Exercise instructions »
Within the records that follow, count the lines containing the string "South". Reply only with the count.

Saved data entries:
───
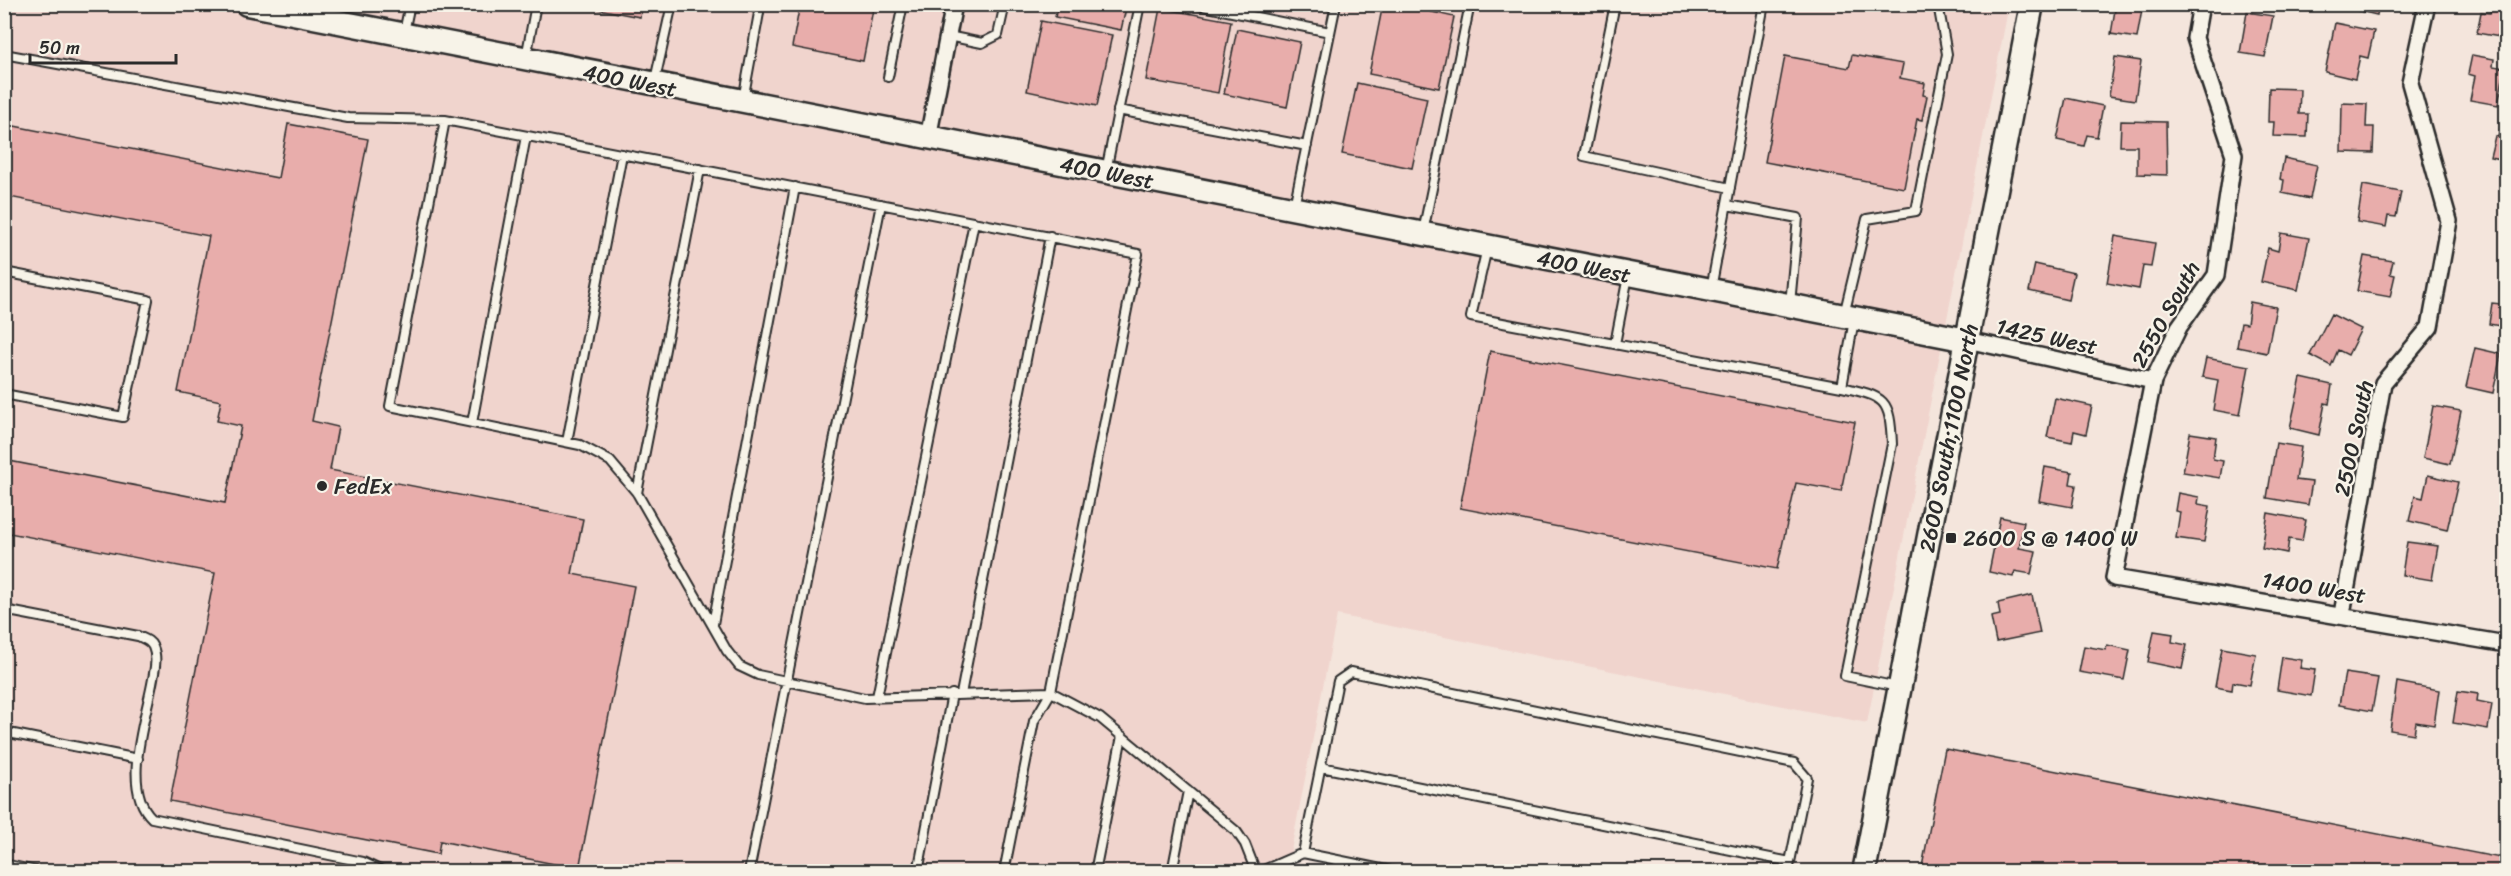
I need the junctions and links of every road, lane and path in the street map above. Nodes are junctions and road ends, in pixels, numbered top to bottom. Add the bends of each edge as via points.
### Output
1 (247, 4) edge
2 (410, 4) edge
3 (536, 4) edge
4 (672, 4) edge
5 (755, 4) edge
6 (903, 4) edge
7 (954, 4) edge
8 (1005, 4) edge
9 (1140, 4) edge
10 (1193, 4) edge
11 (1336, 4) edge
12 (1470, 4) edge
13 (1615, 4) edge
14 (1764, 4) edge
15 (1938, 4) edge
16 (2032, 4) edge
17 (2201, 4) edge
18 (2427, 4) edge
19 (280, 8) edge
20 (1330, 32) junction
21 (403, 35) junction
22 (948, 36) junction
23 (4, 54) edge
24 (526, 59) junction
25 (888, 77) dead end
26 (654, 84) junction
27 (742, 102) junction
28 (1118, 110) junction
29 (445, 120) junction
30 (526, 136) junction
31 (928, 138) junction
32 (1307, 146) junction
33 (622, 154) junction
34 (700, 169) junction
35 (1106, 172) junction
36 (795, 187) junction
37 (1730, 188) junction
38 (881, 204) junction
39 (1727, 205) junction
40 (1293, 209) junction
41 (974, 222) junction
42 (1423, 234) junction
43 (1050, 236) junction
44 (1487, 247) junction
45 (4, 272) edge
46 (1628, 274) junction
47 (1710, 290) junction
48 (1790, 306) junction
49 (1849, 317) junction
50 (1967, 340) junction
51 (1615, 344) junction
52 (2153, 381) junction
53 (1842, 387) junction
54 (4, 393) edge
55 (472, 423) junction
56 (567, 442) junction
57 (637, 493) junction
58 (2114, 578) joint
59 (4, 610) edge
60 (2342, 614) junction
61 (713, 624) junction
62 (2506, 644) edge
63 (787, 682) junction
64 (1899, 687) junction
65 (1051, 692) junction
66 (952, 694) junction
67 (961, 694) junction
68 (877, 697) junction
69 (4, 732) edge
70 (1122, 736) junction
71 (138, 759) junction
72 (1321, 767) junction
73 (1188, 791) junction
74 (1303, 853) junction
75 (1337, 860) junction
76 (1790, 862) junction
77 (4, 864) edge
78 (41, 872) edge
79 (384, 872) edge
80 (749, 872) edge
81 (918, 872) edge
82 (1004, 872) edge
83 (1095, 872) edge
84 (1172, 872) edge
85 (1257, 872) edge
86 (1335, 872) edge
87 (1396, 872) edge
88 (1788, 872) edge
89 (1864, 872) edge

1 - 19 street, 400 West
2 - 21 lane
3 - 24 lane
4 - 26 lane
5 - 27 lane via 759,13
6 - 25 lane
7 - 22 street
8 - 22 lane via 998,35 982,43
9 - 28 lane
10 - 20 lane
11 - 20 lane
12 - 42 lane
13 - 37 lane via 1584,156
14 - 37 lane
15 - 49 lane via 1947,54 1916,211 1867,219
16 - 50 street, 2600 South;1100 North
17 - 52 street, 2550 South via 2195,38 2234,155 2216,275 2179,327
18 - 60 street, 2500 South via 2410,83 2449,221 2430,327 2383,383
19 - 21 street, 400 West
20 - 32 lane
21 - 24 street, 400 West
22 - 31 street
23 - 29 lane via 348,118
24 - 26 street, 400 West
26 - 27 street, 400 West
27 - 31 street, 400 West
28 - 32 lane
28 - 35 lane
29 - 30 lane
29 - 55 lane via 390,406
30 - 33 lane
30 - 55 lane
31 - 35 street, 400 West
32 - 40 lane
33 - 34 lane
33 - 56 lane
34 - 36 lane
34 - 57 lane
35 - 40 street, 400 West
36 - 38 lane
36 - 61 lane
37 - 39 lane
38 - 41 lane
38 - 63 lane
39 - 47 lane
39 - 48 lane via 1798,218
40 - 42 street, 400 West
41 - 43 lane
41 - 68 lane
42 - 44 street, 400 West
43 - 65 lane via 1138,254
43 - 67 lane
44 - 46 street, 400 West
44 - 51 lane via 1471,318
45 - 54 lane via 148,300 123,417
46 - 47 street, 400 West
46 - 51 lane
47 - 48 street, 400 West
48 - 49 street, 400 West
49 - 50 street, 400 West
49 - 53 lane
50 - 52 street, 1425 West
50 - 64 street, 2600 South;1100 North
51 - 53 lane
52 - 58 street, 2550 South
53 - 64 lane via 1875,395 1891,413 1892,444 1845,676
55 - 56 lane
56 - 57 lane via 610,461
57 - 61 lane
58 - 60 street, 1400 West
59 - 71 lane via 147,640 153,647 154,670
60 - 62 street, 1400 West
61 - 63 lane via 739,666
63 - 68 lane
63 - 80 lane
64 - 89 street, 2600 South;1100 North
65 - 67 lane
65 - 70 lane via 1100,718
65 - 82 lane via 1034,721
66 - 67 lane
66 - 68 lane
66 - 81 lane
69 - 71 lane
70 - 73 lane
70 - 83 lane
71 - 79 lane via 136,789 139,801 152,818 363,862
72 - 74 lane
72 - 76 lane
72 - 76 lane via 1338,681 1351,672 1794,763 1807,778
73 - 84 lane
73 - 85 lane via 1236,831
74 - 75 lane
74 - 85 lane
75 - 86 lane
75 - 87 lane
76 - 88 lane
77 - 78 lane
───
Answer area »
6